Keep each line of the material that includes "icon", and leave out the rest.

= Beginning of Section =

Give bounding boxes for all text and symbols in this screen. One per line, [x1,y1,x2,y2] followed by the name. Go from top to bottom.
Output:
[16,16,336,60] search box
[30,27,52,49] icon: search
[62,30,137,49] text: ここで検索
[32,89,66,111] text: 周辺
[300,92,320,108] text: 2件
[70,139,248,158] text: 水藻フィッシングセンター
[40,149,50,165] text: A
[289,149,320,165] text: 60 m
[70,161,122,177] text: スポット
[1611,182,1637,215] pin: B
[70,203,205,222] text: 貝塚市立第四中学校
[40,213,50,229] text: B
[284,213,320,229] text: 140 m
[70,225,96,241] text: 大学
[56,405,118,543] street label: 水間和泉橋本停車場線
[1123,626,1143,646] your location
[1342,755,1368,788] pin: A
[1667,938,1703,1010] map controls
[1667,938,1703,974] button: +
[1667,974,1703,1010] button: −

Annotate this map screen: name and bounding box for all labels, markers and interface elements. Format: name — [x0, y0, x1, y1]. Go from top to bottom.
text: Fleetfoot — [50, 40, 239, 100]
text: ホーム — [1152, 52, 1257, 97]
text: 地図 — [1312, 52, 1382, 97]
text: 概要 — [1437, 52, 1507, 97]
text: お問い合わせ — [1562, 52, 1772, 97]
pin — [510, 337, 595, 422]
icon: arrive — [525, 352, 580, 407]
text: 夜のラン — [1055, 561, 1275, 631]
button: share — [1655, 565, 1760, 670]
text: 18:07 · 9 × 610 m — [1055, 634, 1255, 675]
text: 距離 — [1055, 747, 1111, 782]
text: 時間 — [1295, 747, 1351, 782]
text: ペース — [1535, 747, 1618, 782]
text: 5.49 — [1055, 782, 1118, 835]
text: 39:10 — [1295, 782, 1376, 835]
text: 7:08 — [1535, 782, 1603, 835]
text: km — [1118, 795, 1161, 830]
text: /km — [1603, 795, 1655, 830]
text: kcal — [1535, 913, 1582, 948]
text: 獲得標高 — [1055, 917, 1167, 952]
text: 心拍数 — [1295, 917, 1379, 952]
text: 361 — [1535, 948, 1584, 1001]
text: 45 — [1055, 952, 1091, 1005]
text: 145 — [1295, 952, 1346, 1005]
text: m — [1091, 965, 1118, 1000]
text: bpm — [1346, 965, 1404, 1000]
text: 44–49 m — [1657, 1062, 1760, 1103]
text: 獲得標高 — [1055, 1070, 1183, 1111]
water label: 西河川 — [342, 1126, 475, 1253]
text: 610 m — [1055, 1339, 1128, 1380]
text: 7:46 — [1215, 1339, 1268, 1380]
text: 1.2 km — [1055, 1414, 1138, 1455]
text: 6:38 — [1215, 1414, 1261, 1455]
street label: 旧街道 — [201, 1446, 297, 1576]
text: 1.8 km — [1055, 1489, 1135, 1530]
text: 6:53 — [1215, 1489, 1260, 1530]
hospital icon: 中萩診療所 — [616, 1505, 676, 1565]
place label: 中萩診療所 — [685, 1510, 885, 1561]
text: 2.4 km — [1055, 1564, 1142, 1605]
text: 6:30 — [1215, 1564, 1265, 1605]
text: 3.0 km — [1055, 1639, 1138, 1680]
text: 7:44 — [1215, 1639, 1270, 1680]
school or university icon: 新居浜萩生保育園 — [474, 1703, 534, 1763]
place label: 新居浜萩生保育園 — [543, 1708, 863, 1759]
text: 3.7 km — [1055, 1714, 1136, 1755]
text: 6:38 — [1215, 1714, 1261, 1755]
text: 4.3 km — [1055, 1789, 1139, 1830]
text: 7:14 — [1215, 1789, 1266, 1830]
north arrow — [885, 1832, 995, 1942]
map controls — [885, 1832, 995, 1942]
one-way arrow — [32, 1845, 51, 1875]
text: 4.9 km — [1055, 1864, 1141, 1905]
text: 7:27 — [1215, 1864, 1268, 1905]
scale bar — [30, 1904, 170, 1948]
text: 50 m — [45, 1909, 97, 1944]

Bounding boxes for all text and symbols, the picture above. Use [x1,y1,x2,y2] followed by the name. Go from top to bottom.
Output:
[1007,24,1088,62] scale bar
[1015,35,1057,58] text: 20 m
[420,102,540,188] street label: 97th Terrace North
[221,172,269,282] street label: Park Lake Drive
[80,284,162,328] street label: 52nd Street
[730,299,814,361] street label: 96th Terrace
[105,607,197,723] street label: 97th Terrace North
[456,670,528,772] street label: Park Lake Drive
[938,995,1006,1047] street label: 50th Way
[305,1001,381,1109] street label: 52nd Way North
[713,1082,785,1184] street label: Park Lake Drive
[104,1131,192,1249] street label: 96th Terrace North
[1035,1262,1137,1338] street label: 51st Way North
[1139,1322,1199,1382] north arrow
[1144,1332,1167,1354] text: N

= End of Section =

◆ **Solution for this task**
[30,27,52,49] icon: search
icon: arrive — [525, 352, 580, 407]
hospital icon: 中萩診療所 — [616, 1505, 676, 1565]
school or university icon: 新居浜萩生保育園 — [474, 1703, 534, 1763]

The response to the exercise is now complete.